Please give every entry again, exactly as it reads.

Items from a data source:
··········

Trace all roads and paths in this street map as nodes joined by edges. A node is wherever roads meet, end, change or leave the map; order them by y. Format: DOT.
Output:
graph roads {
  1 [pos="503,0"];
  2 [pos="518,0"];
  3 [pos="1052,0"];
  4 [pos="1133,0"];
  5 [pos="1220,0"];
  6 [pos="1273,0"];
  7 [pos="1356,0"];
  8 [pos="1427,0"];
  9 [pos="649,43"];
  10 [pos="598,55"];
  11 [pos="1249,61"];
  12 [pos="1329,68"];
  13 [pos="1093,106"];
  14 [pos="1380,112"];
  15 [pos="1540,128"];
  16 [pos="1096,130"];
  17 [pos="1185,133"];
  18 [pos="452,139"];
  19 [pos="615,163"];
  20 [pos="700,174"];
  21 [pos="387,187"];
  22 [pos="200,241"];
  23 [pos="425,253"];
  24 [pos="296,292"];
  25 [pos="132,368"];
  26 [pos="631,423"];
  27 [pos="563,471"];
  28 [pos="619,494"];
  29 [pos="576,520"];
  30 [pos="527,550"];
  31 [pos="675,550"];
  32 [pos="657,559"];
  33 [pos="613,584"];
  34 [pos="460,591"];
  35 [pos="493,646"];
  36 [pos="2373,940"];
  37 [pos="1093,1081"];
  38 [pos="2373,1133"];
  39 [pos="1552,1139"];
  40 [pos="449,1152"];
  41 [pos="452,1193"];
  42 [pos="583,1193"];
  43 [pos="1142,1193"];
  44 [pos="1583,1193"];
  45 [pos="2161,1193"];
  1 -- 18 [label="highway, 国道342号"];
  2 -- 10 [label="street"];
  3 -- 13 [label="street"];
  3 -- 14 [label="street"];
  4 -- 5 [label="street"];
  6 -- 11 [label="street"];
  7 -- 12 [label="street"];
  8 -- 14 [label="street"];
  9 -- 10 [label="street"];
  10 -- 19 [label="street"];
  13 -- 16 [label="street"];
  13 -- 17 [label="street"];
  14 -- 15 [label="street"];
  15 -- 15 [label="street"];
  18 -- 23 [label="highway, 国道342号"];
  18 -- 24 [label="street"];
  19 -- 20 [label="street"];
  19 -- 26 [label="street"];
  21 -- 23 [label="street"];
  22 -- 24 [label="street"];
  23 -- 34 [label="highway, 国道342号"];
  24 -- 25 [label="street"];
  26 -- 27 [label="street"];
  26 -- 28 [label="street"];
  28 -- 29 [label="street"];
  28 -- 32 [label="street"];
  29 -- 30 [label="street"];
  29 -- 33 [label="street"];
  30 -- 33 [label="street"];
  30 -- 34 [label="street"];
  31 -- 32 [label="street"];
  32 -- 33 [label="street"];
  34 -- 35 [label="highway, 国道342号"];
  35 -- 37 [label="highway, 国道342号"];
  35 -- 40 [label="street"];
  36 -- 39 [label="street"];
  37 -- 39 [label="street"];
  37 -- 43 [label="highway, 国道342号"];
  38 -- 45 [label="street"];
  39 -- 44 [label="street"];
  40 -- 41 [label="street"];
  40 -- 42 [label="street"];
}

··········

Your solution -
Trace all roads and paths in this street map as nodes joined by edges. A node is wherever roads meet, end, change or leave the map; order them by y. Format: DOT.
Output:
graph roads {
  1 [pos="503,0"];
  2 [pos="518,0"];
  3 [pos="1052,0"];
  4 [pos="1133,0"];
  5 [pos="1220,0"];
  6 [pos="1273,0"];
  7 [pos="1356,0"];
  8 [pos="1427,0"];
  9 [pos="649,43"];
  10 [pos="598,55"];
  11 [pos="1249,61"];
  12 [pos="1329,68"];
  13 [pos="1093,106"];
  14 [pos="1380,112"];
  15 [pos="1540,128"];
  16 [pos="1096,130"];
  17 [pos="1185,133"];
  18 [pos="452,139"];
  19 [pos="615,163"];
  20 [pos="700,174"];
  21 [pos="387,187"];
  22 [pos="200,241"];
  23 [pos="425,253"];
  24 [pos="296,292"];
  25 [pos="132,368"];
  26 [pos="631,423"];
  27 [pos="563,471"];
  28 [pos="619,494"];
  29 [pos="576,520"];
  30 [pos="527,550"];
  31 [pos="675,550"];
  32 [pos="657,559"];
  33 [pos="613,584"];
  34 [pos="460,591"];
  35 [pos="493,646"];
  36 [pos="2373,940"];
  37 [pos="1093,1081"];
  38 [pos="2373,1133"];
  39 [pos="1552,1139"];
  40 [pos="449,1152"];
  41 [pos="452,1193"];
  42 [pos="583,1193"];
  43 [pos="1142,1193"];
  44 [pos="1583,1193"];
  45 [pos="2161,1193"];
  1 -- 18 [label="highway, 国道342号"];
  2 -- 10 [label="street"];
  3 -- 13 [label="street"];
  3 -- 14 [label="street"];
  4 -- 5 [label="street"];
  6 -- 11 [label="street"];
  7 -- 12 [label="street"];
  8 -- 14 [label="street"];
  9 -- 10 [label="street"];
  10 -- 19 [label="street"];
  13 -- 16 [label="street"];
  13 -- 17 [label="street"];
  14 -- 15 [label="street"];
  15 -- 15 [label="street"];
  18 -- 23 [label="highway, 国道342号"];
  18 -- 24 [label="street"];
  19 -- 20 [label="street"];
  19 -- 26 [label="street"];
  21 -- 23 [label="street"];
  22 -- 24 [label="street"];
  23 -- 34 [label="highway, 国道342号"];
  24 -- 25 [label="street"];
  26 -- 27 [label="street"];
  26 -- 28 [label="street"];
  28 -- 29 [label="street"];
  28 -- 32 [label="street"];
  29 -- 30 [label="street"];
  29 -- 33 [label="street"];
  30 -- 33 [label="street"];
  30 -- 34 [label="street"];
  31 -- 32 [label="street"];
  32 -- 33 [label="street"];
  34 -- 35 [label="highway, 国道342号"];
  35 -- 37 [label="highway, 国道342号"];
  35 -- 40 [label="street"];
  36 -- 39 [label="street"];
  37 -- 39 [label="street"];
  37 -- 43 [label="highway, 国道342号"];
  38 -- 45 [label="street"];
  39 -- 44 [label="street"];
  40 -- 41 [label="street"];
  40 -- 42 [label="street"];
}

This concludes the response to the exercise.